| EXERCISE DETAILS |
Starting at the line that holds "Trace all roads" and stopping at the line that holds "Turn the roads", restate the records below word for word, with both of those lines included.
====
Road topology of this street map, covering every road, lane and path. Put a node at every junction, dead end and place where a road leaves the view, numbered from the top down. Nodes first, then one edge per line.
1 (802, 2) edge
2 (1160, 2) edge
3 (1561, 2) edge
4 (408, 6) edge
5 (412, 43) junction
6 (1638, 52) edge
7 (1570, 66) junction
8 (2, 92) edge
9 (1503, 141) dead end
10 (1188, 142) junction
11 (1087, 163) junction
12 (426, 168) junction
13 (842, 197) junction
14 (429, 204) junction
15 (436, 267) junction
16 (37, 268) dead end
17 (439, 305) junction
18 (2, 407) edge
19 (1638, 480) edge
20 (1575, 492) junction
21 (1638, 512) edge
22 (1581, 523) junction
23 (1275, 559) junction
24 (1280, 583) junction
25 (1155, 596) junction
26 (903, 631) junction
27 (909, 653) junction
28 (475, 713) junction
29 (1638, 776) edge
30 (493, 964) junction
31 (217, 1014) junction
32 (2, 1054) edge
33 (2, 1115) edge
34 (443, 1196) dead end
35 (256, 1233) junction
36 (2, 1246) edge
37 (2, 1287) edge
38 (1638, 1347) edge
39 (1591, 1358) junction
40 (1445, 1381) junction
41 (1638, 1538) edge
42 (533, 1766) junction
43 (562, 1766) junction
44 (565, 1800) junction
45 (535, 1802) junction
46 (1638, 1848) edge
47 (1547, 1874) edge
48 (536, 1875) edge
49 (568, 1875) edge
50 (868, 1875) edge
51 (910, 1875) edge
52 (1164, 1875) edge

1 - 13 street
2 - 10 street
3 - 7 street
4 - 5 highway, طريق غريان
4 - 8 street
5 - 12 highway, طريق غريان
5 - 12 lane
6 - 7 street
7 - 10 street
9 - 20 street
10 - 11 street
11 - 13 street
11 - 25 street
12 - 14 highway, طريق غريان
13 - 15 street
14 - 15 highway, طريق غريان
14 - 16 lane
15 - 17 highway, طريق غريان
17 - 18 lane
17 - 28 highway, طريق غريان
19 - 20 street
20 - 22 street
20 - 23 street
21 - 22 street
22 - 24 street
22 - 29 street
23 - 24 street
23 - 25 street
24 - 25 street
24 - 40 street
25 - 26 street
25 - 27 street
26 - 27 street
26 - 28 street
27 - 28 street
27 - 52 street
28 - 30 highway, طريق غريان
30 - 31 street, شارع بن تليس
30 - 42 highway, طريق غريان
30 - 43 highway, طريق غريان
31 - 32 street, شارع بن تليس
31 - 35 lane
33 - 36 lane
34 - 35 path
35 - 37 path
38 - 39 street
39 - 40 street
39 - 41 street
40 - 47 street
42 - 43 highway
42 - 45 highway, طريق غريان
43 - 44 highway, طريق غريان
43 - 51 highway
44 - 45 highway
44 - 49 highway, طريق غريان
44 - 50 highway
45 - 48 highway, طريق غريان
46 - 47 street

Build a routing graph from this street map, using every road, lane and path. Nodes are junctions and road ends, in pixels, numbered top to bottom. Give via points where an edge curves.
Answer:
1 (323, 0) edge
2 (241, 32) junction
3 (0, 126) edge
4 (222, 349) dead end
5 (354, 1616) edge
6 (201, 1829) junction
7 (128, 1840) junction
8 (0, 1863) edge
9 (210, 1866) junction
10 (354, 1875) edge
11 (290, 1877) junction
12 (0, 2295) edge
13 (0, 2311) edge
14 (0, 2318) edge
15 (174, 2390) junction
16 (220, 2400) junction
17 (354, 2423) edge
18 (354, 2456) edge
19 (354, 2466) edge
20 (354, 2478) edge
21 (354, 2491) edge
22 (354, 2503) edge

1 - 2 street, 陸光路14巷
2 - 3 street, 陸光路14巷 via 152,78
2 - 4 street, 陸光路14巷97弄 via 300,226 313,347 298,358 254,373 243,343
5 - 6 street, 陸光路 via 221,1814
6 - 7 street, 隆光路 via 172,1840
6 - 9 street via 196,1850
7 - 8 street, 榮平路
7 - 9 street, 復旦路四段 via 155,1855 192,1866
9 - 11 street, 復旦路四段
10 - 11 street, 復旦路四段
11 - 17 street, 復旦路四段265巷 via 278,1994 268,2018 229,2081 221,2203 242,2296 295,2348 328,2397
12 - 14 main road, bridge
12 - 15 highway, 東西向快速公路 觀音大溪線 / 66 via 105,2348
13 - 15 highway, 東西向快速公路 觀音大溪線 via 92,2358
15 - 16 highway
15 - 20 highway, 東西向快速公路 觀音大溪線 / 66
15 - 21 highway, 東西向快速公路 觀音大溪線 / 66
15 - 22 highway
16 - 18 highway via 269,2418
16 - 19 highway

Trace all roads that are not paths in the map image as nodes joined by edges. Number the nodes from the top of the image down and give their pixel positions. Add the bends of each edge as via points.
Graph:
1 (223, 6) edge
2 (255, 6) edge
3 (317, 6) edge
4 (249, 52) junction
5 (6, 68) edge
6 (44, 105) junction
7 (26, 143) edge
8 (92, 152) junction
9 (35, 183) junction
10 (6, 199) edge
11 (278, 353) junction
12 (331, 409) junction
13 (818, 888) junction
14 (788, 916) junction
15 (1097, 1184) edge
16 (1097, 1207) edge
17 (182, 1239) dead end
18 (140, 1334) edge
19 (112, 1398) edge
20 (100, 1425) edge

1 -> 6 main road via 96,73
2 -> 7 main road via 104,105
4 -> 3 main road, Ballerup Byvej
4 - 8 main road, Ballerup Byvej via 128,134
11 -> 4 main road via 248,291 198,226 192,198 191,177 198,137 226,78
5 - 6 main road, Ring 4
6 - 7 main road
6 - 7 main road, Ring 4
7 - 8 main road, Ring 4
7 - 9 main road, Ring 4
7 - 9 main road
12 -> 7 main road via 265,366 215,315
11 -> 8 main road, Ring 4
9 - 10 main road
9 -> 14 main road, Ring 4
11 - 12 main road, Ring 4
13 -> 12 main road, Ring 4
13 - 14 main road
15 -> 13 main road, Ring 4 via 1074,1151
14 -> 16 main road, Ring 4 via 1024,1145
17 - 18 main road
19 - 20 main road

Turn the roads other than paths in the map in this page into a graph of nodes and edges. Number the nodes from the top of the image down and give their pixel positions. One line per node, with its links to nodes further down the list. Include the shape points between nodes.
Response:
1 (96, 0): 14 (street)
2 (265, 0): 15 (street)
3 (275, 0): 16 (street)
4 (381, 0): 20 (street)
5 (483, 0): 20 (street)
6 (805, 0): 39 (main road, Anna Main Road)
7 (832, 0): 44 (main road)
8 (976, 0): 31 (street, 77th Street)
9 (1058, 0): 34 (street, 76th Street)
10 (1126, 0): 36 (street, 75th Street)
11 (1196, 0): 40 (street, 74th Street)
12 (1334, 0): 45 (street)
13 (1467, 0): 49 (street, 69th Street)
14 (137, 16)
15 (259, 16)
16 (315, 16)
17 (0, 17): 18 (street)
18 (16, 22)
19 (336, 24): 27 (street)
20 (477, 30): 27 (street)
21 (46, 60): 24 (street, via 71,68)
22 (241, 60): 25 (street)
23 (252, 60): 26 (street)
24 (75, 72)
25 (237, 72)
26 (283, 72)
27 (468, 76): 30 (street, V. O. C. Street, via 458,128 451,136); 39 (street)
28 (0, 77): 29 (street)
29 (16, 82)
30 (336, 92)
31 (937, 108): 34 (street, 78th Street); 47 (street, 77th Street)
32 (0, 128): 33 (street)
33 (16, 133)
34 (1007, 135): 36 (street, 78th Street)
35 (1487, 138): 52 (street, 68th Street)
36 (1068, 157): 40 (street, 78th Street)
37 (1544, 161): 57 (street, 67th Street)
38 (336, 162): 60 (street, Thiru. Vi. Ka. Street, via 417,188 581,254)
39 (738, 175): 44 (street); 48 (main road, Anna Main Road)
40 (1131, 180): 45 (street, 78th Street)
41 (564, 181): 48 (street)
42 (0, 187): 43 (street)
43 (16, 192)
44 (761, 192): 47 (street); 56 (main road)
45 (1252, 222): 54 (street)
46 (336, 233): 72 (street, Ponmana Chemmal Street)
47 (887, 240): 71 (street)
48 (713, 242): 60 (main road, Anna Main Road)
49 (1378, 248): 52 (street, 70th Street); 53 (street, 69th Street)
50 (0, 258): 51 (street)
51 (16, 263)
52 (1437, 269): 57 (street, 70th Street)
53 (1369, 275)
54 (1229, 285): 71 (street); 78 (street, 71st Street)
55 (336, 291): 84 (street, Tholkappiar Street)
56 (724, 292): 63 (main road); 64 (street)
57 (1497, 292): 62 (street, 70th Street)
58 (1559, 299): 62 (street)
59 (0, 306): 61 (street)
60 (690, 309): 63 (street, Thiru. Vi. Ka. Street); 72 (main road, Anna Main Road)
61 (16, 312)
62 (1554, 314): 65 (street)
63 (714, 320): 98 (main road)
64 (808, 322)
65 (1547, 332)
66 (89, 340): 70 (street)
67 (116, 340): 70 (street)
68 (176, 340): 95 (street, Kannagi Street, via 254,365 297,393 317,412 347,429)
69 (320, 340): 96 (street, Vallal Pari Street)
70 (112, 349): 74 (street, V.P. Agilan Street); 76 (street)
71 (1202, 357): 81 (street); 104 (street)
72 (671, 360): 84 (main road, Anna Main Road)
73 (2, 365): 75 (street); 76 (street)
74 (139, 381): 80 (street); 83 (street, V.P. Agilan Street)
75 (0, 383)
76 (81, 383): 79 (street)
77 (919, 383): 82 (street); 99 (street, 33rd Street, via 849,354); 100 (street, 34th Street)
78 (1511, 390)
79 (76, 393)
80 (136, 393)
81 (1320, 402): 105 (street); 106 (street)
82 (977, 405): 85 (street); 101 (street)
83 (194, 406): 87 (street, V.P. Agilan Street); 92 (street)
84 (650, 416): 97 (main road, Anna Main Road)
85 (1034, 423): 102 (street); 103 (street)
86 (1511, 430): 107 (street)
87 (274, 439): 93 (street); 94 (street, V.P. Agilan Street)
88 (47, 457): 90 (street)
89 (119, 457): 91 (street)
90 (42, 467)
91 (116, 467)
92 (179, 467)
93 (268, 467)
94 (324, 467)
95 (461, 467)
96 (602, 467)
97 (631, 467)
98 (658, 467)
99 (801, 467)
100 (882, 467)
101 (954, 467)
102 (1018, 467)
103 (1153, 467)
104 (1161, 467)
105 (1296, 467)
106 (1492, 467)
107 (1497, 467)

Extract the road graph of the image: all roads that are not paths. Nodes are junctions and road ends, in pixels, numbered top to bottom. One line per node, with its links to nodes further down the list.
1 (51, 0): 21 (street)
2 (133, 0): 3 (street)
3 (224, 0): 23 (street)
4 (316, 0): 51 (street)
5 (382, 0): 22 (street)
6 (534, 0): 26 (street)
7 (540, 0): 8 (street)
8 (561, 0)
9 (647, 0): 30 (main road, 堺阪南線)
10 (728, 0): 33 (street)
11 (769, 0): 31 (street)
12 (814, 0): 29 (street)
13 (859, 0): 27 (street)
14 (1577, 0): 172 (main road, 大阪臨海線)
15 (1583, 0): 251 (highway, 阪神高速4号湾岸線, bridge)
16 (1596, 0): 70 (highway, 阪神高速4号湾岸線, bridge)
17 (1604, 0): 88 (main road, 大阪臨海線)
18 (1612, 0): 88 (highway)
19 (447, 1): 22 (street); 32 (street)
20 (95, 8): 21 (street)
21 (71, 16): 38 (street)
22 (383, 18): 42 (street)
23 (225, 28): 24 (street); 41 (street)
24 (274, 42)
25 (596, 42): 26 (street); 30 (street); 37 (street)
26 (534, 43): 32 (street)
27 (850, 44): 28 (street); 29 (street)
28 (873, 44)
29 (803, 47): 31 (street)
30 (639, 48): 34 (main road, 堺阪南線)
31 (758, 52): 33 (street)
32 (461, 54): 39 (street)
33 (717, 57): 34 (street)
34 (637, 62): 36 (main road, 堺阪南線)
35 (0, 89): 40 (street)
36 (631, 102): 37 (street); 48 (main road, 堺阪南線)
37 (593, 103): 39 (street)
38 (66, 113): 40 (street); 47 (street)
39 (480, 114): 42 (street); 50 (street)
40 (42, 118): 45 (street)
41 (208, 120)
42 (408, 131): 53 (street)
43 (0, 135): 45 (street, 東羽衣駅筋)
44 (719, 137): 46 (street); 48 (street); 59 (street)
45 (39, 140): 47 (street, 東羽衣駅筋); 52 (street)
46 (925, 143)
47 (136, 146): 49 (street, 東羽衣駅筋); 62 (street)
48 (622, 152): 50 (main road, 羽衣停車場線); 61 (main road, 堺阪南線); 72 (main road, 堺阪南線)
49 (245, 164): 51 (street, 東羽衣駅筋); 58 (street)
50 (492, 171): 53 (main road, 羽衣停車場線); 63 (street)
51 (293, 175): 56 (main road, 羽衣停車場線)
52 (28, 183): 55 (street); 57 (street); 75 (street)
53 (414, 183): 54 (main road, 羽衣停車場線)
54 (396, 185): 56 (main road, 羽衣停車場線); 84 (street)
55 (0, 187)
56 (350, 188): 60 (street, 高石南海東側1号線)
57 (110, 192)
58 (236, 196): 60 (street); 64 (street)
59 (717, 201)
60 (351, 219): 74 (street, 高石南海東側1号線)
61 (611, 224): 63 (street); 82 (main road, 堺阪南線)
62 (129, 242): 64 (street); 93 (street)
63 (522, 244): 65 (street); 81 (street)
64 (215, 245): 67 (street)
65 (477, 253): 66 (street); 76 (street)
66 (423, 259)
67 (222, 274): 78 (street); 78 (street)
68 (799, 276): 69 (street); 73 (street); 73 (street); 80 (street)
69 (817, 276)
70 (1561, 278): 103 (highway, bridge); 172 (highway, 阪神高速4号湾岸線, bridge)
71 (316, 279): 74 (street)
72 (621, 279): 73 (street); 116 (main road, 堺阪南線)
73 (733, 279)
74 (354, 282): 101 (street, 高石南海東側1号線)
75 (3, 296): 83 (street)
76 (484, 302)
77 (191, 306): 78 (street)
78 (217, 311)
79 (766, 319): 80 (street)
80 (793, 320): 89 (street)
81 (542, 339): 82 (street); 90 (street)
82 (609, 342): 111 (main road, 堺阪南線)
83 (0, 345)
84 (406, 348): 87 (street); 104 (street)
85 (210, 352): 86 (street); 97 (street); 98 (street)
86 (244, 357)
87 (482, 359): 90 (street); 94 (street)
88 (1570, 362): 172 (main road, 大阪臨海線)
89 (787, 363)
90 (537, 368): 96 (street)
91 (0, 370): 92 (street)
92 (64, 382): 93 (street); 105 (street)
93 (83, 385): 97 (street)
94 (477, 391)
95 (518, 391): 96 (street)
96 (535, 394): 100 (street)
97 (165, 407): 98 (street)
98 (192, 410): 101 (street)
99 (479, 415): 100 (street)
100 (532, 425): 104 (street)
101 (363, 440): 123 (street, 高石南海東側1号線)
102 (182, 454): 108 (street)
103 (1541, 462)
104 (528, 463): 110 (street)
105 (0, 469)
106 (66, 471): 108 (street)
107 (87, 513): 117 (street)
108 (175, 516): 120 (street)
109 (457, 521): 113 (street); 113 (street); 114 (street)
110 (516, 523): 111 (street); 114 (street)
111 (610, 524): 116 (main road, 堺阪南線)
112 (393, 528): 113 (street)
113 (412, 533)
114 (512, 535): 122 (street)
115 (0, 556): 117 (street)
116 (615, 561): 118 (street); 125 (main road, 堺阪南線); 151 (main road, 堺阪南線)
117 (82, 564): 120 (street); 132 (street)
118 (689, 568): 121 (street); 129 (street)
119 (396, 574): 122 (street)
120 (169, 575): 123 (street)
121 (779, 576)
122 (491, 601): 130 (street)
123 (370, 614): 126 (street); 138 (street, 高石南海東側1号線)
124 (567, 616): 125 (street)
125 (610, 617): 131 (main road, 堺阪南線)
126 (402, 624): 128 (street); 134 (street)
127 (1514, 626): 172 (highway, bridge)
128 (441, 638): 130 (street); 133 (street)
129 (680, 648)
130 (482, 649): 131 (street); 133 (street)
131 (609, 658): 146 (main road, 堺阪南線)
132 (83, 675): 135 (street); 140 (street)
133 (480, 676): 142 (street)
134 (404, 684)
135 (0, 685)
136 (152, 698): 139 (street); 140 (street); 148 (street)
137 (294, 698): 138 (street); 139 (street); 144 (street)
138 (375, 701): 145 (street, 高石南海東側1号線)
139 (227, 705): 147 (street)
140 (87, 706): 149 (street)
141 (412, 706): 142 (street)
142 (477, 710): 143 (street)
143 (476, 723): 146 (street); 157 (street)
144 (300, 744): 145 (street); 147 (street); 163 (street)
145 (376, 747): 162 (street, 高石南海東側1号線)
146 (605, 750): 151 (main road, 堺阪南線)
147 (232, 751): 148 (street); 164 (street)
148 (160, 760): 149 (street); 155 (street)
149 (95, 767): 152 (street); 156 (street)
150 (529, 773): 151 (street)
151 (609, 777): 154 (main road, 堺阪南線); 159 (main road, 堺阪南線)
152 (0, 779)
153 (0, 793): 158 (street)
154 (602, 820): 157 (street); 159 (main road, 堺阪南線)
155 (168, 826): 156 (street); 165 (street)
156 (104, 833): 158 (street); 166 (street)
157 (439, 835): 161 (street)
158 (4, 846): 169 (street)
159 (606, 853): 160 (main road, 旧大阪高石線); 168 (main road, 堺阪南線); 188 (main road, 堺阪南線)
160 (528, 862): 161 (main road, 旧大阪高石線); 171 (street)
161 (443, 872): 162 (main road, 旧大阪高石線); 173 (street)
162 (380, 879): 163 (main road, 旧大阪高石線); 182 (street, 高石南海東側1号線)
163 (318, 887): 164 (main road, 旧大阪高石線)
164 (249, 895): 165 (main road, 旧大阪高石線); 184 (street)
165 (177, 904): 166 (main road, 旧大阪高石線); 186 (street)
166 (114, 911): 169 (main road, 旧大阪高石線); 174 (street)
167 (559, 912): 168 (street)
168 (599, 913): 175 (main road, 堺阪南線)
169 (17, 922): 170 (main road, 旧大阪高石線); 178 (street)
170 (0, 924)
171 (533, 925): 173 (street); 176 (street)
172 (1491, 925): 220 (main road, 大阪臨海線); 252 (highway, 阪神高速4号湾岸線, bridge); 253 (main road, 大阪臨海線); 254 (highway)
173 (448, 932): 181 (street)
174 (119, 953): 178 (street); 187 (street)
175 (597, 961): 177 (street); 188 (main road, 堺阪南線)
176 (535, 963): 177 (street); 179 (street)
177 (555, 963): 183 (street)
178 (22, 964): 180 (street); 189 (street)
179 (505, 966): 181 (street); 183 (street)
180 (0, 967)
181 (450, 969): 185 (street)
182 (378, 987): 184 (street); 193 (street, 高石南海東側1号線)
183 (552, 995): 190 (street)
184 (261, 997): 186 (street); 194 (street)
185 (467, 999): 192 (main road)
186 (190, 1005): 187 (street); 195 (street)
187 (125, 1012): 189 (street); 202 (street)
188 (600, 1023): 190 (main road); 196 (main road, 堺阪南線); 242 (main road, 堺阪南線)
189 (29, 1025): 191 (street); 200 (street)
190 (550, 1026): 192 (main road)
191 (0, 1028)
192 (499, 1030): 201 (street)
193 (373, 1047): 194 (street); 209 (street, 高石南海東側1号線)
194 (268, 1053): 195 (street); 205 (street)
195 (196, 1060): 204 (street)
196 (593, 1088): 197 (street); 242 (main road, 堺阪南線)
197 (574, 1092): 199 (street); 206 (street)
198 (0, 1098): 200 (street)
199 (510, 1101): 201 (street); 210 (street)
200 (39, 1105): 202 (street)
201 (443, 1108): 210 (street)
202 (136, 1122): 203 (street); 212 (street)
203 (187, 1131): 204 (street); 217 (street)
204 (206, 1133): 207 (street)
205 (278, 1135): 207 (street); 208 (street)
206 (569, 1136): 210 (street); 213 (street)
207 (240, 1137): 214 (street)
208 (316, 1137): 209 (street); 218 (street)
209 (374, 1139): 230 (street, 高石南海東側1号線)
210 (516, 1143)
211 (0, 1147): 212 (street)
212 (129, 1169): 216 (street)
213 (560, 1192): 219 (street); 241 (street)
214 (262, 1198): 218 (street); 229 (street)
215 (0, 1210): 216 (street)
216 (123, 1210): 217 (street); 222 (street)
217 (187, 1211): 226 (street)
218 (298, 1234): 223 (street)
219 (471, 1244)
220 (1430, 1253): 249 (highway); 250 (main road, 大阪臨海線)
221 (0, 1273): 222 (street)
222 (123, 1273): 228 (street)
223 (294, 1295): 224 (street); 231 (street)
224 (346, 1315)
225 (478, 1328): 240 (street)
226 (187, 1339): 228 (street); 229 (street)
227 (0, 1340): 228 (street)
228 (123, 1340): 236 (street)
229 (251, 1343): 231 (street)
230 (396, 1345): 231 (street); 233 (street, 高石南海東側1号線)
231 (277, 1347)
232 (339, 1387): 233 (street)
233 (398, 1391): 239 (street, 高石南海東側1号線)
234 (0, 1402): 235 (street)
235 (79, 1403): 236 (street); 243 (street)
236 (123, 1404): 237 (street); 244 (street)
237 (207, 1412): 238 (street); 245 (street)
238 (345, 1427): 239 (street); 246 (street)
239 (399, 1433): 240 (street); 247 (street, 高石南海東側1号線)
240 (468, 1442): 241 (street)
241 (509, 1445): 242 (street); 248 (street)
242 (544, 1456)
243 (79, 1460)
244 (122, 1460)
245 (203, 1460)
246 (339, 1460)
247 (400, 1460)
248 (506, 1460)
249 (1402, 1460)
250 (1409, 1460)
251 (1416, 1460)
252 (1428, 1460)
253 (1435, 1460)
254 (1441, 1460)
====
| ANSWER TO THIS PROBLEM |
Trace all roads that are not paths in the map image as nodes joined by edges. Number the nodes from the top of the image down and give their pixel positions. Add the bends of each edge as via points.
Graph:
1 (223, 6) edge
2 (255, 6) edge
3 (317, 6) edge
4 (249, 52) junction
5 (6, 68) edge
6 (44, 105) junction
7 (26, 143) edge
8 (92, 152) junction
9 (35, 183) junction
10 (6, 199) edge
11 (278, 353) junction
12 (331, 409) junction
13 (818, 888) junction
14 (788, 916) junction
15 (1097, 1184) edge
16 (1097, 1207) edge
17 (182, 1239) dead end
18 (140, 1334) edge
19 (112, 1398) edge
20 (100, 1425) edge

1 -> 6 main road via 96,73
2 -> 7 main road via 104,105
4 -> 3 main road, Ballerup Byvej
4 - 8 main road, Ballerup Byvej via 128,134
11 -> 4 main road via 248,291 198,226 192,198 191,177 198,137 226,78
5 - 6 main road, Ring 4
6 - 7 main road
6 - 7 main road, Ring 4
7 - 8 main road, Ring 4
7 - 9 main road, Ring 4
7 - 9 main road
12 -> 7 main road via 265,366 215,315
11 -> 8 main road, Ring 4
9 - 10 main road
9 -> 14 main road, Ring 4
11 - 12 main road, Ring 4
13 -> 12 main road, Ring 4
13 - 14 main road
15 -> 13 main road, Ring 4 via 1074,1151
14 -> 16 main road, Ring 4 via 1024,1145
17 - 18 main road
19 - 20 main road

Turn the roads other than paths in the map in this page into a graph of nodes and edges. Number the nodes from the top of the image down and give their pixel positions. One line per node, with its links to nodes further down the list. Include the shape points between nodes.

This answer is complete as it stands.